De Eerste Wereldoorlog begon op 28 juli 1914 en duurde tot 11 november 1918. Er vielen 16 miljoen slachtoffers en bracht de algehele economie aan het wankelen.
Begin juli 1914 zien we in de dagboeken al de eerste notities verschijnen, die te maken hebben met de komende dreiging. Nederland zou echter neutraal blijven.
Op maandag 13 juli 1914 lezen we de volgende aantekening: “Huize Padua Boekel inlevering van wapenen, kleding enz.”
Vrijdag 31 juli 1914 ontvangt de burgemeester een telegram, waarin gevraagd wordt met spoed alle landweermannen en verlofgangers van de Nationale Militie op te roepen. Deze aantekening is met rood onderstreept en onderaan de pagina staat met grote letters
“Europeesche crisis! Nederland in oorlogsgevaar!”
Het is dinsdag 11 augustus 1914 en de burgemeester schrijft “Noordbrabant in staat van oorlog verklaard”. Twee dagen later, donderdag 13 augustus: “Nederland in staat van oorlog verklaard”. Beiden met een dikke rode streep eronder.

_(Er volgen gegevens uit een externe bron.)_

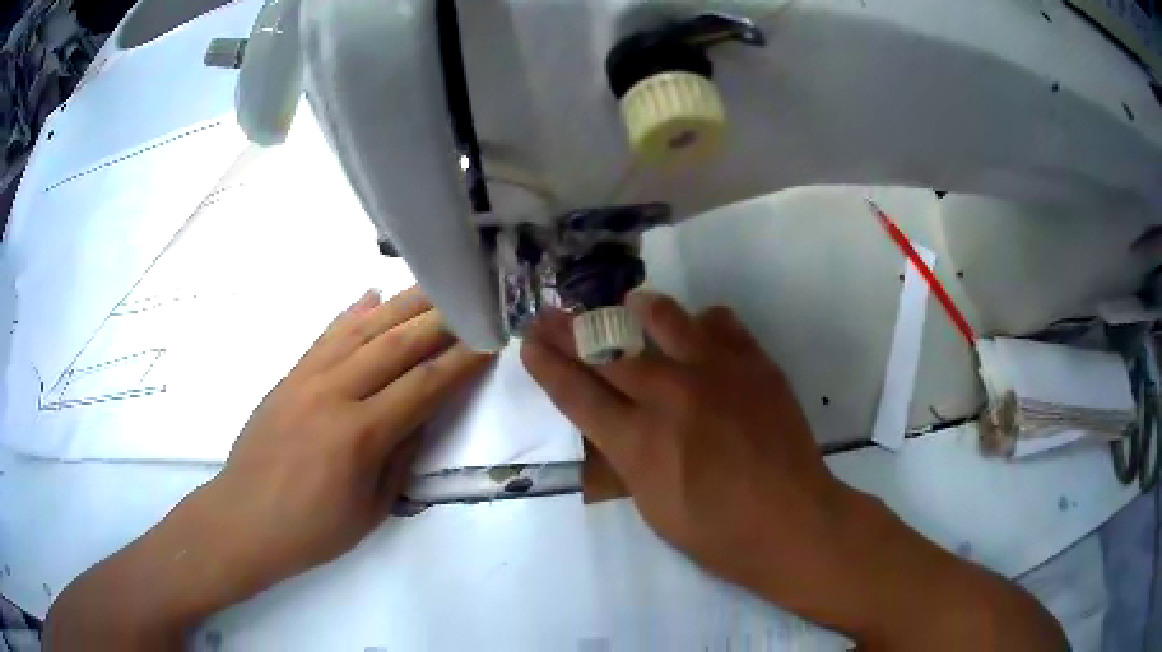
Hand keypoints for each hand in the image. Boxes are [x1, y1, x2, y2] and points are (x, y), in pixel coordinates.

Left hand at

Diezelfde week wordt er vergaderd over de oprichting van een “Roode Kruisvereeniging” en wordt er een vijftal mannen als tijdelijk veldwachter beëdigd om de orde te bewaren in het dorp.
Al vrij snel daarna treffen we weer de gewone meldingen aan, zoals huisvredebreuk, woonwagens, aanslag hondenbelasting, een vermiste koe, diefstal van schoenen en een klacht over kippen.
Zondag 30 augustus 1914 vraagt de heer Hermens hulp voor het 2e regiment Huzaren, die in Breda te laat voor de trein gearriveerd zijn. Ook wordt er een oproep gedaan tot het inleveren van wapens en kruit.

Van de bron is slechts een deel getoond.